Vendredi 4 avril 2008
Une défense européenne, vite ! Le retour dans le commandement militaire de l'OTAN, pour quoi faire
?
26 avril 2007 : le candidat Sarkozy estime que la présence
à long terme des troupes françaises en Afghanistan n'est pas décisive. Il se
déclare même prêt à poursuivre la politique de rapatriement de nos
soldats, alors engagée par Jacques Chirac. 27 mars 2008, soit onze mois plus tard : en voyage
officiel à Londres, Nicolas Sarkozy annonce l'envoi de 1 000 hommes supplémentaires
à ceux qui sont déjà présents en Afghanistan.
Je me suis prononcée contre cette fuite en avant.
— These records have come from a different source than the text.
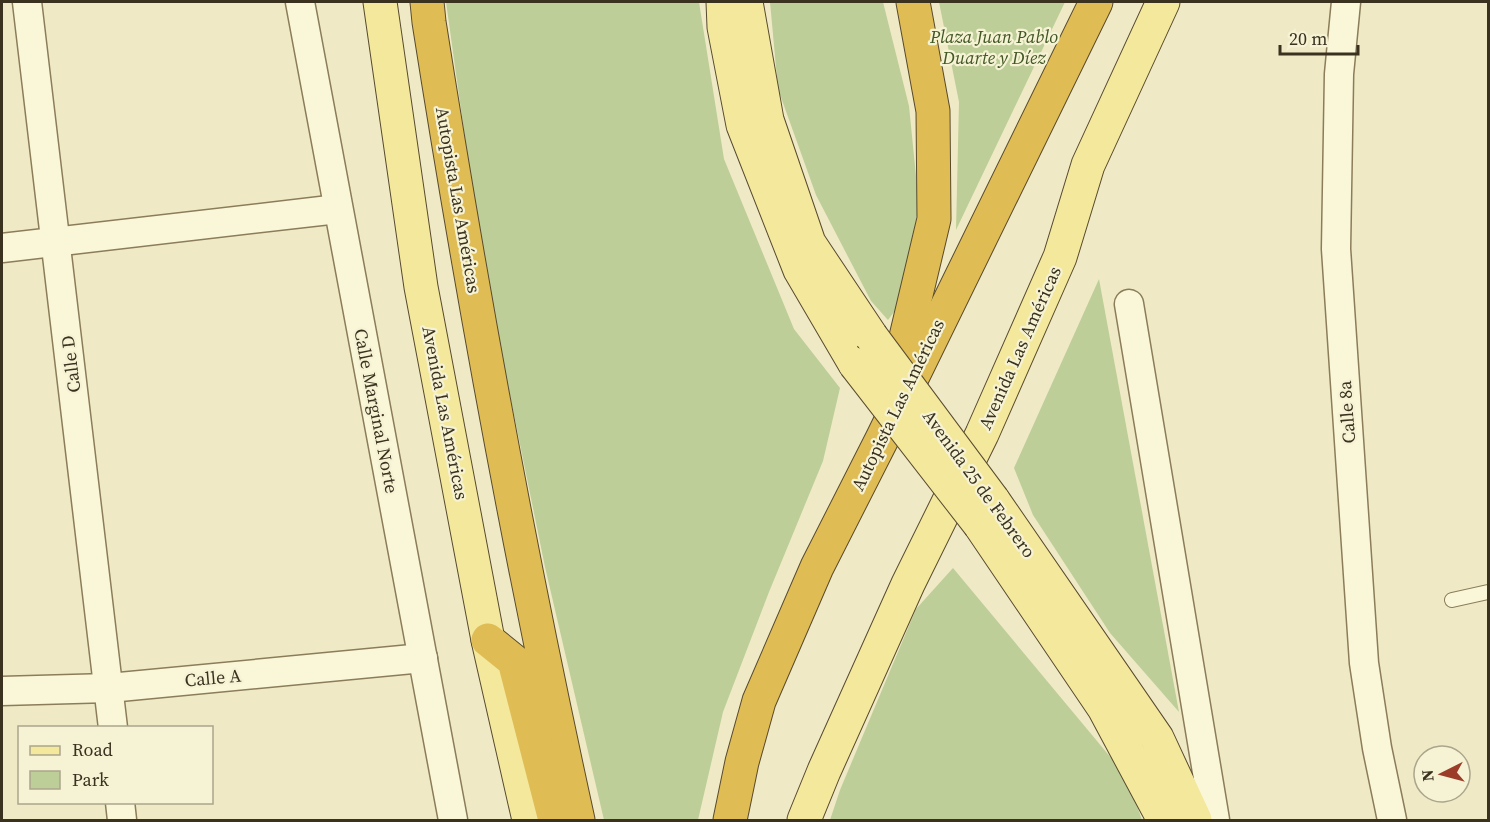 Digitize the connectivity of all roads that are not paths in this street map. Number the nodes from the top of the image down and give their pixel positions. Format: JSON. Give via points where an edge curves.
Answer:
{"nodes":[{"id":1,"x":27,"y":2,"type":"edge"},
{"id":2,"x":300,"y":2,"type":"edge"},
{"id":3,"x":380,"y":2,"type":"edge"},
{"id":4,"x":427,"y":2,"type":"edge"},
{"id":5,"x":723,"y":2,"type":"edge"},
{"id":6,"x":746,"y":2,"type":"edge"},
{"id":7,"x":914,"y":2,"type":"edge"},
{"id":8,"x":1096,"y":2,"type":"edge"},
{"id":9,"x":1163,"y":2,"type":"edge"},
{"id":10,"x":1346,"y":2,"type":"edge"},
{"id":11,"x":338,"y":209,"type":"junction"},
{"id":12,"x":56,"y":241,"type":"junction"},
{"id":13,"x":2,"y":248,"type":"edge"},
{"id":14,"x":1129,"y":304,"type":"dead end"},
{"id":15,"x":882,"y":439,"type":"junction"},
{"id":16,"x":987,"y":512,"type":"junction"},
{"id":17,"x":1488,"y":592,"type":"edge"},
{"id":18,"x":1452,"y":600,"type":"dead end"},
{"id":19,"x":488,"y":640,"type":"junction"},
{"id":20,"x":423,"y":658,"type":"junction"},
{"id":21,"x":109,"y":687,"type":"junction"},
{"id":22,"x":2,"y":691,"type":"edge"},
{"id":23,"x":113,"y":726,"type":"edge"},
{"id":24,"x":120,"y":804,"type":"edge"},
{"id":25,"x":122,"y":820,"type":"edge"},
{"id":26,"x":453,"y":820,"type":"edge"},
{"id":27,"x":529,"y":820,"type":"edge"},
{"id":28,"x":555,"y":820,"type":"edge"},
{"id":29,"x":578,"y":820,"type":"edge"},
{"id":30,"x":730,"y":820,"type":"edge"},
{"id":31,"x":804,"y":820,"type":"edge"},
{"id":32,"x":1164,"y":820,"type":"edge"},
{"id":33,"x":1195,"y":820,"type":"edge"},
{"id":34,"x":1215,"y":820,"type":"edge"},
{"id":35,"x":1392,"y":820,"type":"edge"}],
"edges":[{"from":1,"to":12,"type":"street","name":"Calle D"},
{"from":2,"to":11,"type":"street","name":"Calle Marginal Norte"},
{"from":3,"to":19,"type":"main road","name":"Avenida Las Américas","via":[[421,288]]},
{"from":4,"to":29,"type":"highway","name":"Autopista Las Américas","via":[[462,230],[539,644]]},
{"from":5,"to":16,"type":"main road","name":"Avenida 25 de Febrero","bridge":true,"via":[[724,27],[743,125],[800,270],[855,364]]},
{"from":6,"to":16,"type":"main road","name":"Avenida 25 de Febrero","bridge":true,"via":[[767,120],[809,243]]},
{"from":7,"to":15,"type":"highway","via":[[933,111],[934,219]]},
{"from":8,"to":15,"type":"highway","name":"Autopista Las Américas"},
{"from":9,"to":31,"type":"main road","name":"Avenida Las Américas","via":[[1088,165],[1060,257],[982,434],[908,584]]},
{"from":10,"to":35,"type":"street","name":"Calle 8a","via":[[1339,74],[1336,249],[1364,663]]},
{"from":11,"to":12,"type":"street"},
{"from":11,"to":20,"type":"street","name":"Calle Marginal Norte"},
{"from":12,"to":13,"type":"street"},
{"from":12,"to":21,"type":"street","name":"Calle D"},
{"from":14,"to":34,"type":"street"},
{"from":15,"to":30,"type":"highway","name":"Autopista Las Américas","via":[[817,567],[759,701]]},
{"from":16,"to":32,"type":"main road","name":"Avenida 25 de Febrero","via":[[1104,708]]},
{"from":16,"to":33,"type":"main road","name":"Avenida 25 de Febrero","via":[[1157,738]]},
{"from":17,"to":18,"type":"lane"},
{"from":19,"to":27,"type":"main road","name":"Avenida Las Américas"},
{"from":19,"to":28,"type":"highway","via":[[514,661]]},
{"from":20,"to":21,"type":"street","name":"Calle A"},
{"from":20,"to":26,"type":"street","name":"Calle Marginal Norte"},
{"from":21,"to":22,"type":"street","name":"Calle A"},
{"from":21,"to":23,"type":"street","name":"Calle D"},
{"from":24,"to":25,"type":"street"}]} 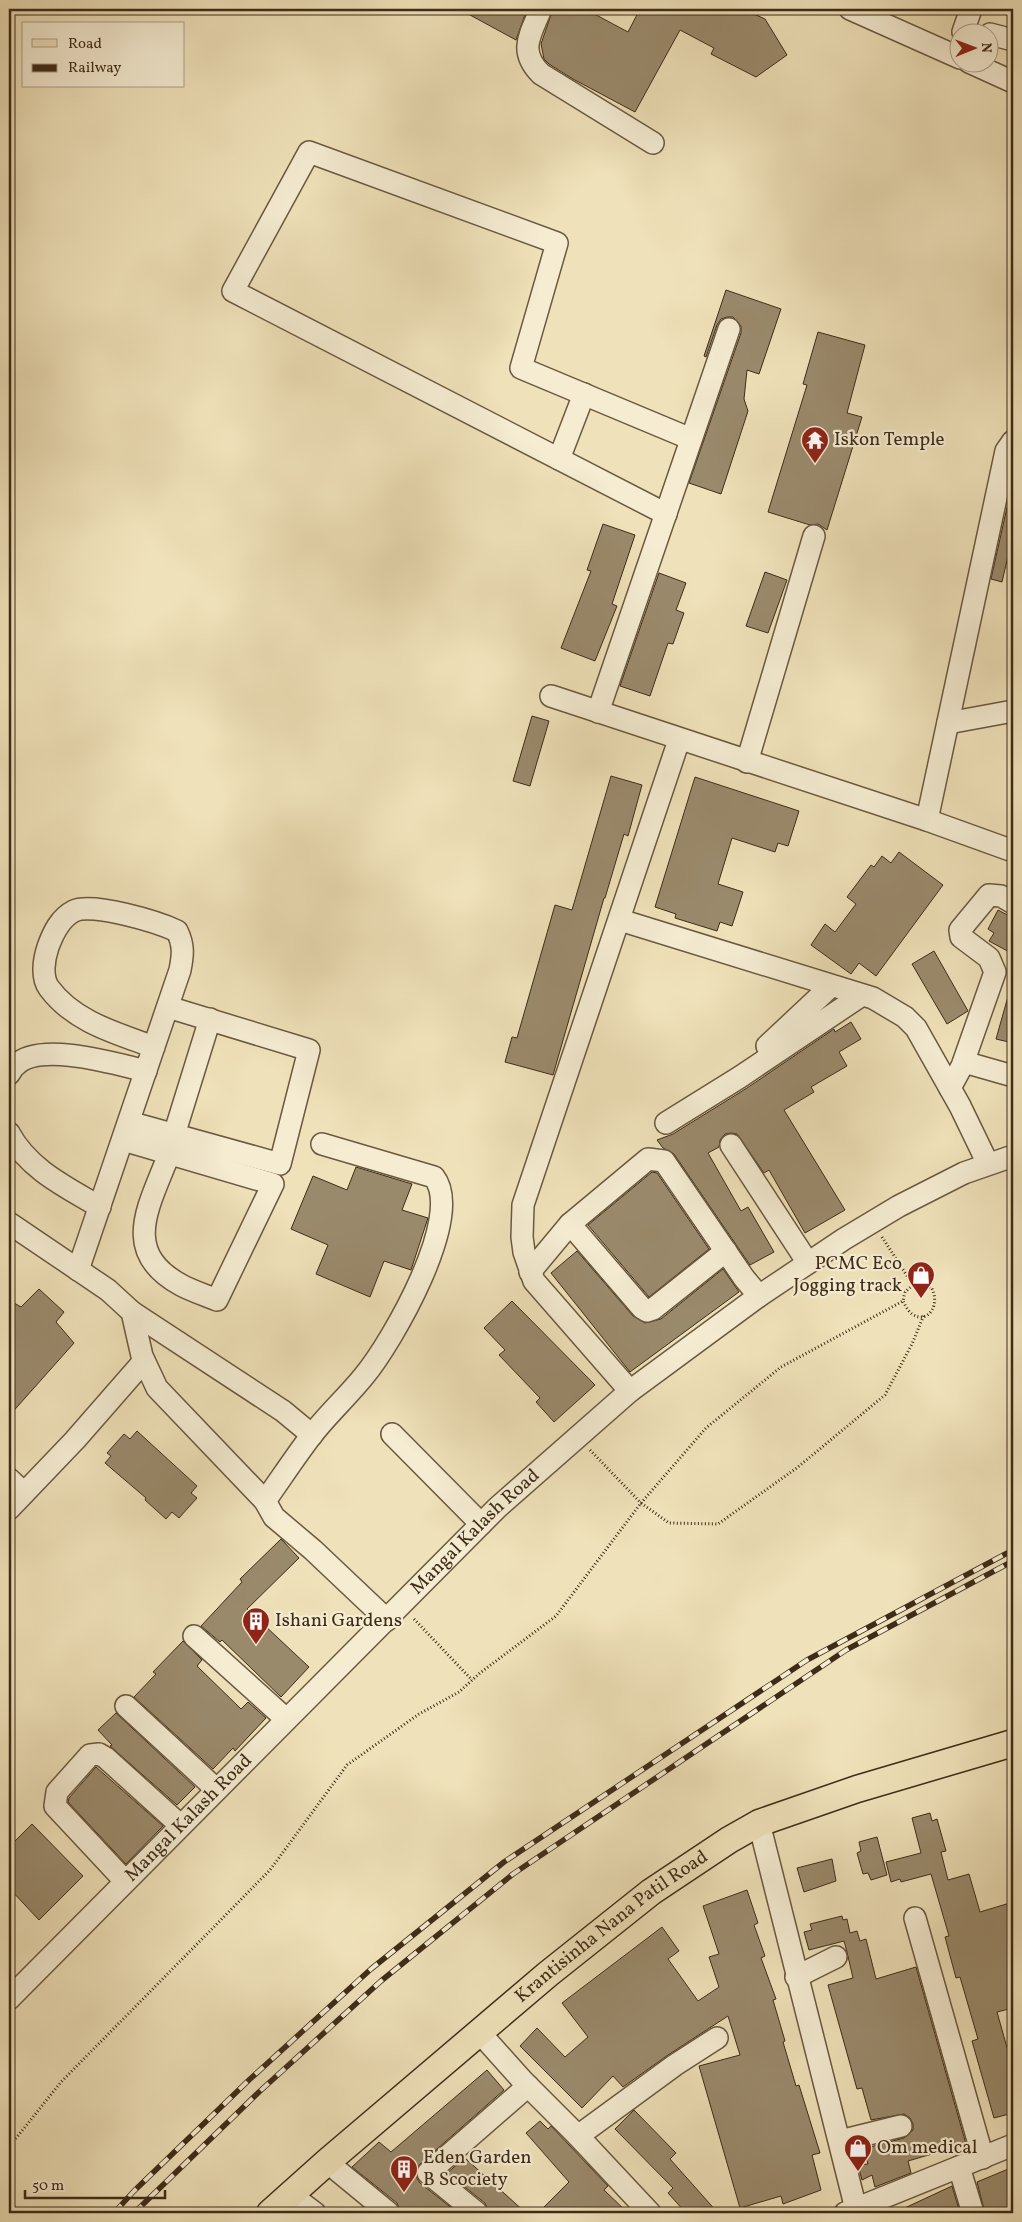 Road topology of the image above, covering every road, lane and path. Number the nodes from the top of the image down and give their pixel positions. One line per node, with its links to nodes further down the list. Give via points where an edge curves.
1 (541, 9): 12 (street, via 528,39 527,52 531,64 541,74)
2 (850, 9): 7 (street)
3 (970, 9): 5 (street)
4 (978, 9): 6 (street)
5 (970, 22)
6 (975, 22)
7 (950, 38)
8 (1013, 40): 9 (street)
9 (1000, 41)
10 (1000, 70): 11 (street)
11 (1013, 82)
12 (653, 143)
13 (729, 329): 15 (street)
14 (584, 394): 15 (street); 17 (street); 17 (street, via 521,368 557,243 309,152 233,291)
15 (691, 440): 18 (street)
16 (1013, 442): 23 (street, via 1006,451)
17 (559, 459): 18 (street)
18 (666, 514): 22 (street)
19 (814, 536): 25 (street)
20 (551, 696): 22 (street)
21 (1013, 711): 23 (street)
22 (598, 712): 24 (street)
23 (948, 723): 26 (street)
24 (679, 740): 25 (street); 29 (street)
25 (747, 762): 26 (street)
26 (927, 820): 27 (street)
27 (1013, 850)
28 (1013, 903): 36 (street, via 1001,896 989,895 960,930 961,937 989,958 995,972)
29 (620, 920): 30 (street); 56 (street, via 523,1205 522,1237)
30 (831, 986): 31 (street); 35 (street)
31 (862, 995): 40 (street, via 892,1008 916,1028); 41 (street, via 740,1078)
32 (168, 1007): 33 (street); 34 (street); 34 (street, via 183,955 177,931 158,922 92,908 75,910 64,917 47,950 44,980 49,988 62,1002 95,1025)
33 (210, 1020): 44 (street); 44 (street, via 309,1050 280,1164)
34 (154, 1047): 37 (street)
35 (756, 1056)
36 (964, 1062): 39 (street); 40 (street)
37 (146, 1071): 38 (street, via 74,1054 58,1054 16,1064); 42 (street)
38 (9, 1074)
39 (1013, 1076)
40 (955, 1097): 48 (street)
41 (666, 1123)
42 (126, 1131): 44 (street); 49 (street)
43 (9, 1133): 49 (street, via 16,1146 41,1172)
44 (171, 1144): 44 (street, via 273,1184 217,1300 168,1278 147,1254 143,1239 145,1223)
45 (322, 1144): 65 (street, via 434,1177 440,1184 442,1196 441,1214 422,1279 378,1357)
46 (731, 1145): 54 (street)
47 (1013, 1156): 48 (street, Mangal Kalash Road)
48 (988, 1164): 50 (street, Mangal Kalash Road, via 937,1186)
49 (100, 1207): 55 (street)
50 (872, 1222): 54 (street, Mangal Kalash Road); 57 (path)
51 (9, 1223): 55 (street)
52 (570, 1224): 53 (street, via 648,1311); 53 (street, via 648,1159 658,1158 664,1161); 56 (street)
53 (726, 1251): 58 (street)
54 (808, 1263): 58 (street, Mangal Kalash Road)
55 (78, 1270): 60 (street, via 108,1290)
56 (530, 1272): 63 (street, via 534,1281)
57 (913, 1285): 59 (path); 61 (path, via 931,1287 935,1294 936,1304)
58 (759, 1296): 63 (street, Mangal Kalash Road)
59 (902, 1301): 61 (path, via 912,1314); 71 (path, via 782,1367 706,1428)
60 (132, 1312): 62 (street); 65 (street, via 284,1411)
61 (924, 1316): 71 (path, via 885,1395 798,1468 718,1524 669,1523)
62 (144, 1361): 69 (street, via 76,1440); 70 (street, via 158,1388 175,1408)
63 (630, 1391): 66 (street, Mangal Kalash Road)
64 (392, 1434): 73 (street)
65 (312, 1435): 70 (street)
66 (577, 1437): 71 (path); 73 (street, Mangal Kalash Road)
67 (9, 1472): 68 (street, via 12,1475)
68 (9, 1479): 69 (street)
69 (24, 1493): 72 (street)
70 (265, 1501): 74 (street, via 274,1517)
71 (641, 1503): 76 (path, via 556,1616)
72 (9, 1509)
73 (481, 1524): 74 (street, Mangal Kalash Road)
74 (394, 1613): 76 (path); 78 (street, Mangal Kalash Road)
75 (194, 1636): 78 (street)
76 (472, 1680): 95 (path, via 459,1692 419,1714 347,1765 270,1870 61,2082)
77 (126, 1706): 80 (street)
78 (286, 1718): 80 (street, Mangal Kalash Road)
79 (1013, 1743): 81 (main road, Krantisinha Nana Patil Road, via 857,1789)
80 (216, 1789): 82 (street, Mangal Kalash Road)
81 (758, 1823): 86 (street); 88 (main road, Krantisinha Nana Patil Road, via 651,1892)
82 (180, 1825): 83 (street, Mangal Kalash Road); 83 (street, via 106,1758 99,1754 90,1755 58,1792 55,1806)
83 (125, 1881): 87 (street, Mangal Kalash Road)
84 (916, 1918): 96 (street)
85 (836, 1957): 86 (street)
86 (796, 1977): 93 (street)
87 (9, 1999)
88 (480, 2033): 90 (street); 97 (main road, Krantisinha Nana Patil Road)
89 (717, 2038): 92 (street)
90 (528, 2086): 92 (street); 104 (street, via 428,2174)
91 (901, 2126): 93 (street)
92 (578, 2136): 105 (street)
93 (840, 2141): 100 (street)
94 (1013, 2145): 96 (street)
95 (9, 2147)
96 (983, 2158): 98 (street)
97 (327, 2162): 99 (main road, Krantisinha Nana Patil Road); 103 (street)
98 (959, 2168): 100 (street); 106 (street)
99 (290, 2194): 101 (main road, Krantisinha Nana Patil Road); 102 (street)
100 (852, 2212)
101 (270, 2213)
102 (314, 2213)
103 (389, 2213)
104 (477, 2213)
105 (650, 2213)
106 (973, 2213)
Car les
risques d'enlisement sont trop forts ; car les objectifs n'en sont pas définis ; car on
ne peut risquer la vie de nos soldats sans savoir quels sont les objectifs de leur mission ; car il
faut en priorité donner au gouvernement d'Hamid Karzaï les moyens d'assurer la
stabilité de l'Afghanistan.
Et puis Nicolas Sarkozy oublie sciemment qu'en 1991, François
Mitterrand avait souhaité un vote du Parlement sur la présence des forces
françaises en Irak… La réforme des institutions et le renforcement du
rôle du Parlement promis par le candidat Sarkozy sont clairement jetés aux
oubliettes.
Plus grave encore, lors du Sommet de Bucarest, Nicolas Sarkozy a
fait prendre à la politique étrangère de la France un virage périlleux.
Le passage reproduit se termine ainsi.